Collected data
□ □ □

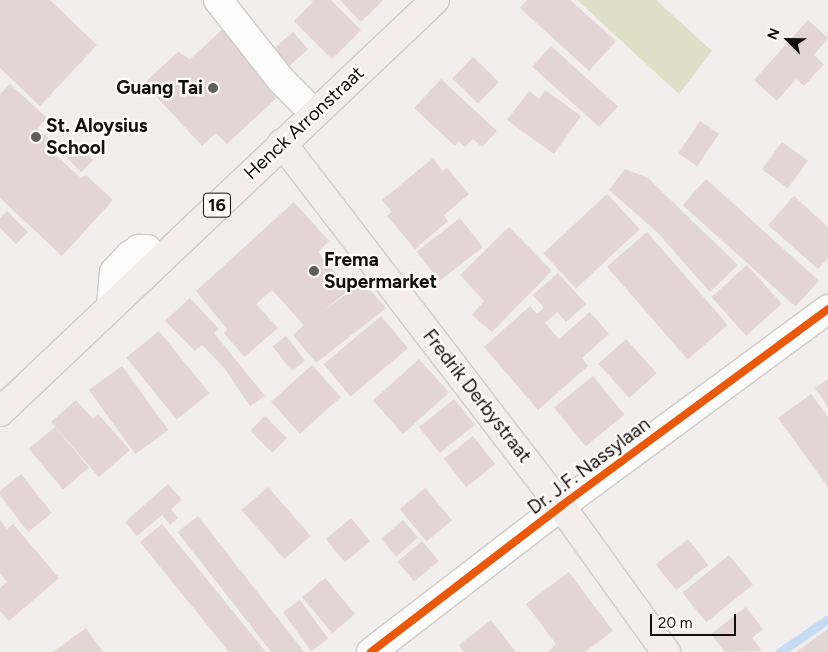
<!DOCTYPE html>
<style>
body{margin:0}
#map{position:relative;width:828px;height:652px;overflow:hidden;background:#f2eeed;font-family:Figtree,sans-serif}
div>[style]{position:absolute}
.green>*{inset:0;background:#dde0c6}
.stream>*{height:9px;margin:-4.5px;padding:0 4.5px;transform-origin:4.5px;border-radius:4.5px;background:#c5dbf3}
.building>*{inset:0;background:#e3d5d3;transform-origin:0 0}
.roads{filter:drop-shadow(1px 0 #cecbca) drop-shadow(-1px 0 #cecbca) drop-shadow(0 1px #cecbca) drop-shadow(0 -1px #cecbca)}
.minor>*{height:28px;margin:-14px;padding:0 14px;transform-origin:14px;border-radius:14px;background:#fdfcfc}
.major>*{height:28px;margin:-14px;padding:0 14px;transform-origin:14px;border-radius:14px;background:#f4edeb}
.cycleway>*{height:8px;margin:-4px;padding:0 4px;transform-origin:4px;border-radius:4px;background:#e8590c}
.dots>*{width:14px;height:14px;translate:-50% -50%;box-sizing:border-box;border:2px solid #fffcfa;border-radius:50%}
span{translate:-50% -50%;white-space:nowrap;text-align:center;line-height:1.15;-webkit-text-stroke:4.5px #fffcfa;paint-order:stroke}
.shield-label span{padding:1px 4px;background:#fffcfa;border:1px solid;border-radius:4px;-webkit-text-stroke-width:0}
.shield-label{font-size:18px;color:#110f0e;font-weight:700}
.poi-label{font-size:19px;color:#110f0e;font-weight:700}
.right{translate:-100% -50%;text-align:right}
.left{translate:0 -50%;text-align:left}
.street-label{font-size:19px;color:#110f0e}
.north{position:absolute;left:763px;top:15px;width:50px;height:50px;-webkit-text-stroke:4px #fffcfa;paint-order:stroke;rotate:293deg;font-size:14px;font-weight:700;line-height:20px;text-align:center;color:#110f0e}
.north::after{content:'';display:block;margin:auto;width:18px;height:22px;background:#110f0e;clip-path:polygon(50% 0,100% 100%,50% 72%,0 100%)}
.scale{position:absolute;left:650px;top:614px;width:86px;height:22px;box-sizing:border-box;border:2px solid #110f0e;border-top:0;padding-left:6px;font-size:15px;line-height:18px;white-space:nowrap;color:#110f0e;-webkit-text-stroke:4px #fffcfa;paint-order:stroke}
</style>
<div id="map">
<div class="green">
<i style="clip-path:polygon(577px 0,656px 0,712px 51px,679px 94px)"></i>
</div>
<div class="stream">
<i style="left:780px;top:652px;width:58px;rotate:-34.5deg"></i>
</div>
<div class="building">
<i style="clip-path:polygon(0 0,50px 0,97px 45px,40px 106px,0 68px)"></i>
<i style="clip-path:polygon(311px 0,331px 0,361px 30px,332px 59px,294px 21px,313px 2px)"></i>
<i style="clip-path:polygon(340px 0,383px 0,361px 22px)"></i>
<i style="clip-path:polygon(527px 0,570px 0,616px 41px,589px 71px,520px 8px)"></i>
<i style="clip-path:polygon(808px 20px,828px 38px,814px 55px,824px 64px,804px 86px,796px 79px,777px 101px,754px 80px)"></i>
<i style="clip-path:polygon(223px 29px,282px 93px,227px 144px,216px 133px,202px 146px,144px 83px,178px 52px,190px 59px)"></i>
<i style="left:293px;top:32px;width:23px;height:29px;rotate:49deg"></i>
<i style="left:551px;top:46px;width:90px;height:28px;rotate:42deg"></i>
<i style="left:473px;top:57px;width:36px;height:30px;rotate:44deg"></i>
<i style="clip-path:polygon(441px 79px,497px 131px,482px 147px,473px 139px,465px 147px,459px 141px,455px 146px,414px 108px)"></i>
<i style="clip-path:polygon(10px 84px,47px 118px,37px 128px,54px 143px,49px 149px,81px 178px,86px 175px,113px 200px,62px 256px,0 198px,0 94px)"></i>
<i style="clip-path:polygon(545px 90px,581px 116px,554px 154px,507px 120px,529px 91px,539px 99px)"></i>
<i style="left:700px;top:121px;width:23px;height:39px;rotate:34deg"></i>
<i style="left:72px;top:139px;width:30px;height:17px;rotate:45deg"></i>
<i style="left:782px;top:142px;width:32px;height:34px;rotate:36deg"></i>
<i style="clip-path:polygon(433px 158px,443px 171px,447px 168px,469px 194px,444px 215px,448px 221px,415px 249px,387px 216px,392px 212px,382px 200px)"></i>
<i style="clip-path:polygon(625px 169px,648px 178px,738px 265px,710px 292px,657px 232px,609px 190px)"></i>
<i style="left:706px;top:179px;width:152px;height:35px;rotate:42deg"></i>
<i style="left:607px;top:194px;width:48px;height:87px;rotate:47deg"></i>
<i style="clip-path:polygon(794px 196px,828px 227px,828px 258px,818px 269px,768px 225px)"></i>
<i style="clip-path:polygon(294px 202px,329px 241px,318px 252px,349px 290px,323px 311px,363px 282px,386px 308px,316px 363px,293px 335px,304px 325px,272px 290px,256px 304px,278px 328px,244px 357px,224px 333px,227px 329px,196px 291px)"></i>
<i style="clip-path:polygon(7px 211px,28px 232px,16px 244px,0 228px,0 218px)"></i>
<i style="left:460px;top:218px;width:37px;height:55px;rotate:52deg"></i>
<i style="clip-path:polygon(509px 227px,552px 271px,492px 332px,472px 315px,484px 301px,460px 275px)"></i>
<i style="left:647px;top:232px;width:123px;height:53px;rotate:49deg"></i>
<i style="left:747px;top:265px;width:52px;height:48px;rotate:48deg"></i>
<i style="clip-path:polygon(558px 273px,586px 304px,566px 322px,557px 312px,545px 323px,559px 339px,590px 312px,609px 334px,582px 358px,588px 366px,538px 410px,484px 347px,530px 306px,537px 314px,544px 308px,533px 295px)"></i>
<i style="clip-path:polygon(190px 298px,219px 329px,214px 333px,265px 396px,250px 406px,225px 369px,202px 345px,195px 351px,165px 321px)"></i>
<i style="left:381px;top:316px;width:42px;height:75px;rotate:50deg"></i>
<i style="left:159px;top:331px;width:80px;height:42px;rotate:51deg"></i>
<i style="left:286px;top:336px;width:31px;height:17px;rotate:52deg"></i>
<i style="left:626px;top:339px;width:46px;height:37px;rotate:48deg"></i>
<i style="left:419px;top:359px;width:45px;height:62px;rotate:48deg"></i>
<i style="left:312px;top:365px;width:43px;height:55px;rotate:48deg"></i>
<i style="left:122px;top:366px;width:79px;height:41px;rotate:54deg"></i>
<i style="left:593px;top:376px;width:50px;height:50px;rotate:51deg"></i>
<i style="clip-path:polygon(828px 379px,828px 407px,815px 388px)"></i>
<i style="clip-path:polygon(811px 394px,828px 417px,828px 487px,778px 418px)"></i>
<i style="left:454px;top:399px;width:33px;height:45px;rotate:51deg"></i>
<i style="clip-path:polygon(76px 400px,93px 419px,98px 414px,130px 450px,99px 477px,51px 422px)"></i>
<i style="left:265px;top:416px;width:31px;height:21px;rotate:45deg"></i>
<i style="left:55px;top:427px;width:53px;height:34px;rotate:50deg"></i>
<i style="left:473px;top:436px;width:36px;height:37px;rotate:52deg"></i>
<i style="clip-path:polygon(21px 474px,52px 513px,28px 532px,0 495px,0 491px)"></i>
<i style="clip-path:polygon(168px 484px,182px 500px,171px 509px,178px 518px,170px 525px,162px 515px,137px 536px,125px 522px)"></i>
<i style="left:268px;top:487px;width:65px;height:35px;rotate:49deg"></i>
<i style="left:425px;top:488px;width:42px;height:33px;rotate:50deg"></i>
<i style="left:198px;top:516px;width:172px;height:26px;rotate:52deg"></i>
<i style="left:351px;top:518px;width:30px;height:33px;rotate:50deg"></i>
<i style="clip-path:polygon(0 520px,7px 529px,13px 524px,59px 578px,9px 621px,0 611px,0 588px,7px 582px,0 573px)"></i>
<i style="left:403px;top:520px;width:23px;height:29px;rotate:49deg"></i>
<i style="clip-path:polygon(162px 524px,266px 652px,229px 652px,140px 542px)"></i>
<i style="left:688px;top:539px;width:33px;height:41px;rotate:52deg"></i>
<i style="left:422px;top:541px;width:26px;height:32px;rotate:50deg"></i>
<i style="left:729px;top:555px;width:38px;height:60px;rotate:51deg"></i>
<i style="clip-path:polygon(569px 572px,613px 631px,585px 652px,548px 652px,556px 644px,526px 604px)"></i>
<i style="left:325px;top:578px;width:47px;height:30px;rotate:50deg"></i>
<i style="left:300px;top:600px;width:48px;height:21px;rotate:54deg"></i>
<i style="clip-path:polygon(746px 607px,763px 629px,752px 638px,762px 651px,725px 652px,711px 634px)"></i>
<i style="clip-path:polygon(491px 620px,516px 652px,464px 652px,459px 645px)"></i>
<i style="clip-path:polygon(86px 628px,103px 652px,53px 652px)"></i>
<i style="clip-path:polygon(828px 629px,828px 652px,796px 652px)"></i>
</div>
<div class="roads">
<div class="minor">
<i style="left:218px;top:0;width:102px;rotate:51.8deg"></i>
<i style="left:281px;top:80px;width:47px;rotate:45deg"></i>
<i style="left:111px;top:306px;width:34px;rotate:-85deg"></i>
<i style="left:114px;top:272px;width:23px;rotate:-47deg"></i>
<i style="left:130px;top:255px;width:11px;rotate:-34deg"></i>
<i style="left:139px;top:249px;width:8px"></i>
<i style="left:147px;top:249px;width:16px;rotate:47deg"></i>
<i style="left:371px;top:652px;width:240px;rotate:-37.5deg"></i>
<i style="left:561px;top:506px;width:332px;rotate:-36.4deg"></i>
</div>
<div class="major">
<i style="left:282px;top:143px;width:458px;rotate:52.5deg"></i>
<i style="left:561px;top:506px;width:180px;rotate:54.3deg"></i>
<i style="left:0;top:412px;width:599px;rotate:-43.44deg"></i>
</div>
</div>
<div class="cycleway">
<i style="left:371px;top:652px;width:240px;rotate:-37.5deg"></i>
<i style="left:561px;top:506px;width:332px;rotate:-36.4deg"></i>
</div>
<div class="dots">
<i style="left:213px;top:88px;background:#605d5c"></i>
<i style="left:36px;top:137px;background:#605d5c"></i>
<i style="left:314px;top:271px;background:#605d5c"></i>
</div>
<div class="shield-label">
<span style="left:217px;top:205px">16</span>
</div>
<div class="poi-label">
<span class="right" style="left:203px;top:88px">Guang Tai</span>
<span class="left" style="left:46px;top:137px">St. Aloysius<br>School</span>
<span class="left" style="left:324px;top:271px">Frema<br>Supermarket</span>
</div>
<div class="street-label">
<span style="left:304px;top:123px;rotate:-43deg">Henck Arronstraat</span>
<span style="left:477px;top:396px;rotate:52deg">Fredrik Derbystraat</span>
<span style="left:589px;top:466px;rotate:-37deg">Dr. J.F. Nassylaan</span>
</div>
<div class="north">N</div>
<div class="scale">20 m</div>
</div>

□ □ □

Exercise directions. Filter the data, keeping only the lines that contain "stream".

The completed task.
.stream>*{height:9px;margin:-4.5px;padding:0 4.5px;transform-origin:4.5px;border-radius:4.5px;background:#c5dbf3}
<div class="stream">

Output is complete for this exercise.